## Exercise aim
Each line below that includes "HIGHWAY" counts once; report the total and nothing more.

[Collected data]
....
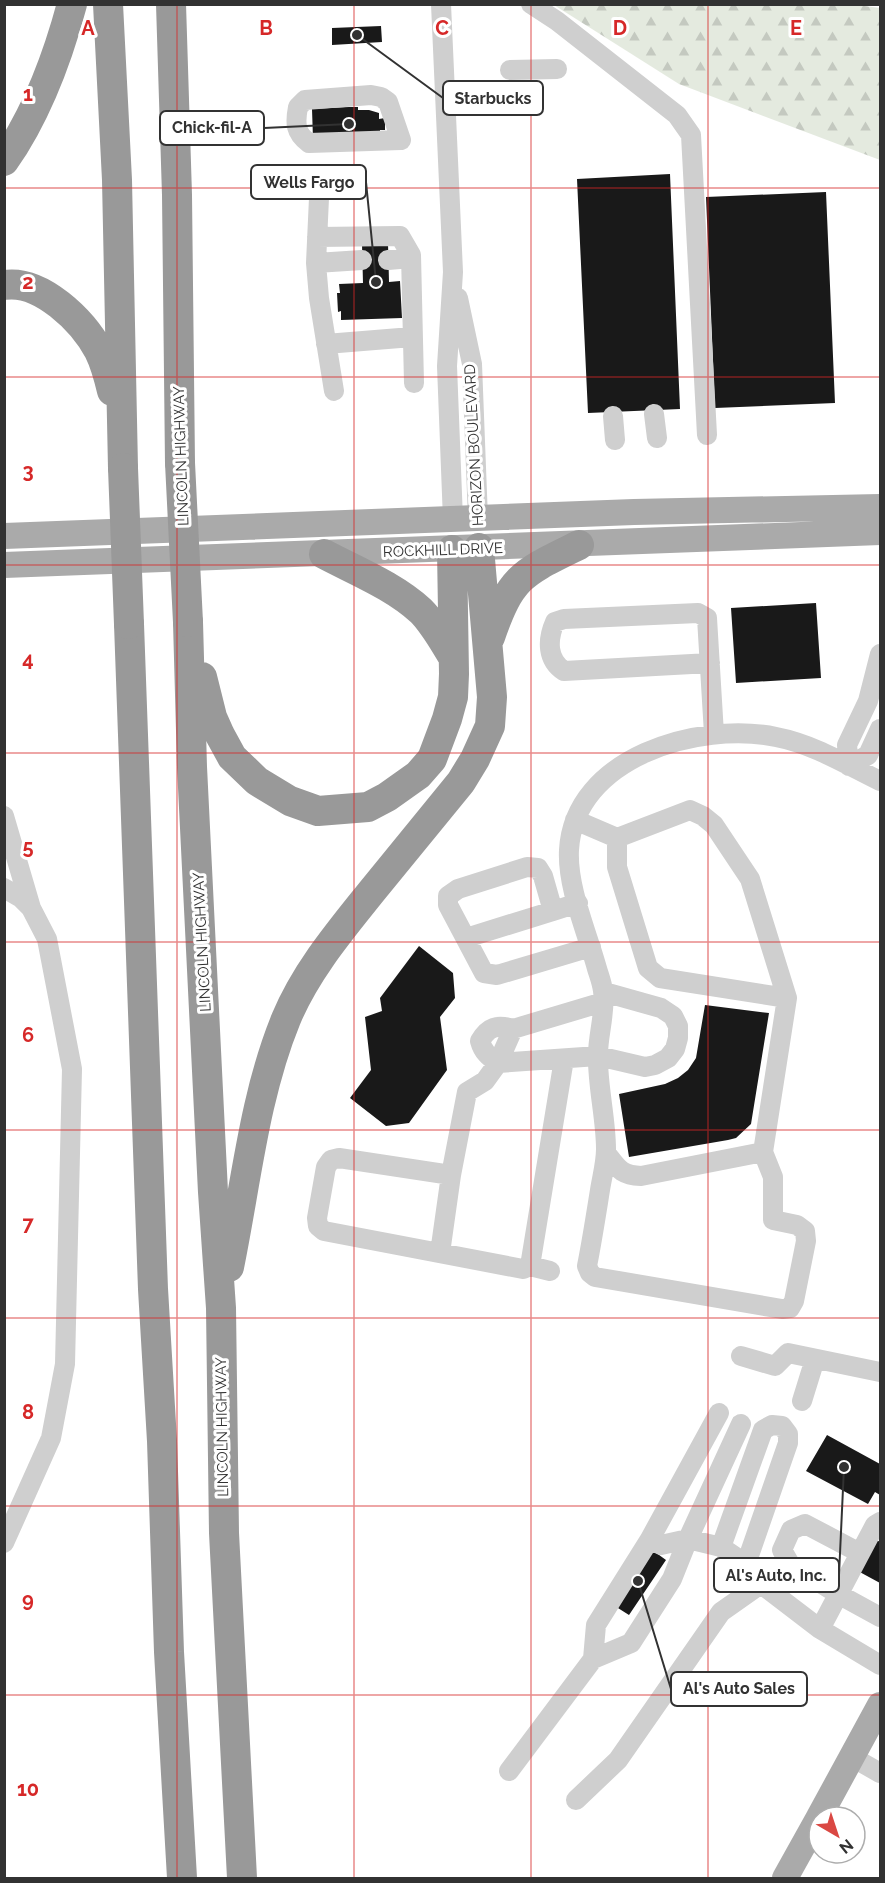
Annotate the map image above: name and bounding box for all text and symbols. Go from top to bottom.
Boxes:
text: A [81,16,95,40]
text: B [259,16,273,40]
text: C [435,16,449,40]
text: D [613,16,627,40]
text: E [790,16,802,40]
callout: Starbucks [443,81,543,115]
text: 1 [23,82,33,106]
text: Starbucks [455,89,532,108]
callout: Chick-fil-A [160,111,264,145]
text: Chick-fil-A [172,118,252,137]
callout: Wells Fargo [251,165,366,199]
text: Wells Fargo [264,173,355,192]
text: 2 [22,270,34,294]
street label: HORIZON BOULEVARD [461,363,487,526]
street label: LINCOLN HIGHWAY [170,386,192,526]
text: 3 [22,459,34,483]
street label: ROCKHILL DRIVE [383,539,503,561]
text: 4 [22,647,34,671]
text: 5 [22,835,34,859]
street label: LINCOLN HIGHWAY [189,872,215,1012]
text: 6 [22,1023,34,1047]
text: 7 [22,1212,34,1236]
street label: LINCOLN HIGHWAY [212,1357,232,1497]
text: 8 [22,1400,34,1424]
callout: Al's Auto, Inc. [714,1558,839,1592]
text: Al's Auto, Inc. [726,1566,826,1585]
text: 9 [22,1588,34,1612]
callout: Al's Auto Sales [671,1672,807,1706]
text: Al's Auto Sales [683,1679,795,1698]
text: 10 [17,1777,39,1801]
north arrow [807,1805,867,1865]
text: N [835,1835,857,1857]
....
## Solution for this problem
3